Indeed, for example, when a large Bitcoin holder begins to move coins to an exchange, traders often begin to sell in front of them, anticipating a big sell-off. This kind of front-running shows that there isn’t really privacy on most networks, Rooz said. Privacy has long been seen as a bug, not a feature in crypto, and that leaves users open to market manipulation and surveillance.
Rooz explained that privacy and anonymity are not the same thing. Whereas governments and regulators are concerned that anonymity can mask illegal activities, they tend to support privacy tools that nonetheless allow some oversight when necessary. Privacy does not mean that everything is hidden; it means protecting sensitive users’ data while still allowing audits when something goes wrong.
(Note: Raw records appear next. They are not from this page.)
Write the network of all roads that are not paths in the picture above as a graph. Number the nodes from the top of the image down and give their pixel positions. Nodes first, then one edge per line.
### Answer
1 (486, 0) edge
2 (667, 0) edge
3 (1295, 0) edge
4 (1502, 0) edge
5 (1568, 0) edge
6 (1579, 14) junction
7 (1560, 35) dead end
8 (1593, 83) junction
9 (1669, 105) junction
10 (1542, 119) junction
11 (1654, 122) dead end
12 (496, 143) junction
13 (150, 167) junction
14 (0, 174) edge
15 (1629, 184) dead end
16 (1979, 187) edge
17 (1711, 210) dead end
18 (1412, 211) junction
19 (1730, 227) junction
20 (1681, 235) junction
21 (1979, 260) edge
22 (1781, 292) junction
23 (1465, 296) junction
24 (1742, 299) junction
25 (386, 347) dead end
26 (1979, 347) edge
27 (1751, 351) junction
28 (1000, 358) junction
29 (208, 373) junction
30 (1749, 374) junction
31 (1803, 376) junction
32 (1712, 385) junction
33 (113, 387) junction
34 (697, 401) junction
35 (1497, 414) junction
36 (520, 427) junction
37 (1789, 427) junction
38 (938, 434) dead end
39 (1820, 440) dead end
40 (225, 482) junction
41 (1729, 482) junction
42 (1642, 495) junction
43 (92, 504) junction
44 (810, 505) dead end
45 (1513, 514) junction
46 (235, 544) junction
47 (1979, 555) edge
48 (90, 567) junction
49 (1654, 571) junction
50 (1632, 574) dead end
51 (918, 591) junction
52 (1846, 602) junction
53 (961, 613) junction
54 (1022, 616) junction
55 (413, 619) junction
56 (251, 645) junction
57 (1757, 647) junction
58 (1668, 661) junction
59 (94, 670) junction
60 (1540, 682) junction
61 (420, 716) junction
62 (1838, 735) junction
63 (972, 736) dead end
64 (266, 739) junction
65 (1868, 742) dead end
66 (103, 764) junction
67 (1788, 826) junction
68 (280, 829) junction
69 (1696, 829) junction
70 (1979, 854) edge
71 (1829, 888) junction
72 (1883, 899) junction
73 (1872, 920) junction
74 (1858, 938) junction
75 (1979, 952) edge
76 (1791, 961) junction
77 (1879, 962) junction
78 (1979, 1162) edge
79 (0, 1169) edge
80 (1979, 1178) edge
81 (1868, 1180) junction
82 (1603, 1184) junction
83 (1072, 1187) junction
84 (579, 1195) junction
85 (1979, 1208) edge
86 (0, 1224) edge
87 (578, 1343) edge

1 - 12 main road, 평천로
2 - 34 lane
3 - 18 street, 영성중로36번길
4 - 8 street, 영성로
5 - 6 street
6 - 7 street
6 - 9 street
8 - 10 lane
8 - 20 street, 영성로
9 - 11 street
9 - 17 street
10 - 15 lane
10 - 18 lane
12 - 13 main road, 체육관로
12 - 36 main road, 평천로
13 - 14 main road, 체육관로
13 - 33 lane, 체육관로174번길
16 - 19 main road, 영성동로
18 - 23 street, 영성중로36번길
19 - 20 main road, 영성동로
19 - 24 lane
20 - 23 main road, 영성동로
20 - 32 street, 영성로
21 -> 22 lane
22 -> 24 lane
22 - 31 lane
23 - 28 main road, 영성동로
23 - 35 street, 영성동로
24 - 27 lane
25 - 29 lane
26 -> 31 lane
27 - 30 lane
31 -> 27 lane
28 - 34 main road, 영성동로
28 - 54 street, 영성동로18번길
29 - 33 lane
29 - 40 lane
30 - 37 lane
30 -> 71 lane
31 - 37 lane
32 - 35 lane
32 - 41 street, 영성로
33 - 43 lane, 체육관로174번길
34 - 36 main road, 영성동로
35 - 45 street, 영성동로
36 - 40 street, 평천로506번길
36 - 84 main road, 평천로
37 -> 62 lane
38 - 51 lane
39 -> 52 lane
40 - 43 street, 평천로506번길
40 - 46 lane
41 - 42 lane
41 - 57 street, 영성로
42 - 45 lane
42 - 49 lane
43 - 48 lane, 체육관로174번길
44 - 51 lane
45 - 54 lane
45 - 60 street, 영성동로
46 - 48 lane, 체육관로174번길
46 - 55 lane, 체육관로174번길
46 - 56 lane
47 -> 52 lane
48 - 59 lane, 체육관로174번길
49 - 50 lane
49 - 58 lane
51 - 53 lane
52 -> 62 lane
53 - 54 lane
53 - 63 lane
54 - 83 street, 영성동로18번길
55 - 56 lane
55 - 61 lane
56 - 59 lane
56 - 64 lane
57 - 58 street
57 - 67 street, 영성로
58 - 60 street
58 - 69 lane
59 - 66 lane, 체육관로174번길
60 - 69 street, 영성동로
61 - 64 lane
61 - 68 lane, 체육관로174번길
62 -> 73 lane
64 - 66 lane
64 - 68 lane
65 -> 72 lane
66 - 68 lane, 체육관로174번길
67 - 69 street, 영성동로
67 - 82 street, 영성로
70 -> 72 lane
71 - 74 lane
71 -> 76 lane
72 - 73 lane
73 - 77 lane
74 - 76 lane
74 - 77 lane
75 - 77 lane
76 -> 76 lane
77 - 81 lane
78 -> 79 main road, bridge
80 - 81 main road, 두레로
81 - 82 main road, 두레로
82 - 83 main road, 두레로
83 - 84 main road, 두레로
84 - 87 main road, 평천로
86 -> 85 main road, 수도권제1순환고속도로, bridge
A privacy-first system keeps the bad actors from abusing the network while giving regulators the tools they need to investigate suspected crimes. This is an important distinction for developing blockchain systems that will be both secure and rules-compliant.
Digital Asset is taking this challenge on with its platform Kempton. Rooz describes Kempton as a system that provides “good privacy” while still allowing for regulatory audits if there’s a need. That means it shields users from front-running and any watching of assets, while remaining open to audits or investigations.
According to Rooz, this could help more people use it, as users will be confident of the privacy of their transactions without facilitating any illegal activities. By making privacy easy to audit, Kempton hopes to be a good fit for exchanges, institutions, and individuals who want security without added regulatory risk.
This is the necessary balance the future of blockchain depends on, as Rooz emphasized. Privacy should be a basic feature rather than one added later, but it has to work with rules that satisfy regulators. Then, platforms like Kempton would change how people use digital assets: protection from bad actors and too much sharing, with regulators only called in where necessary.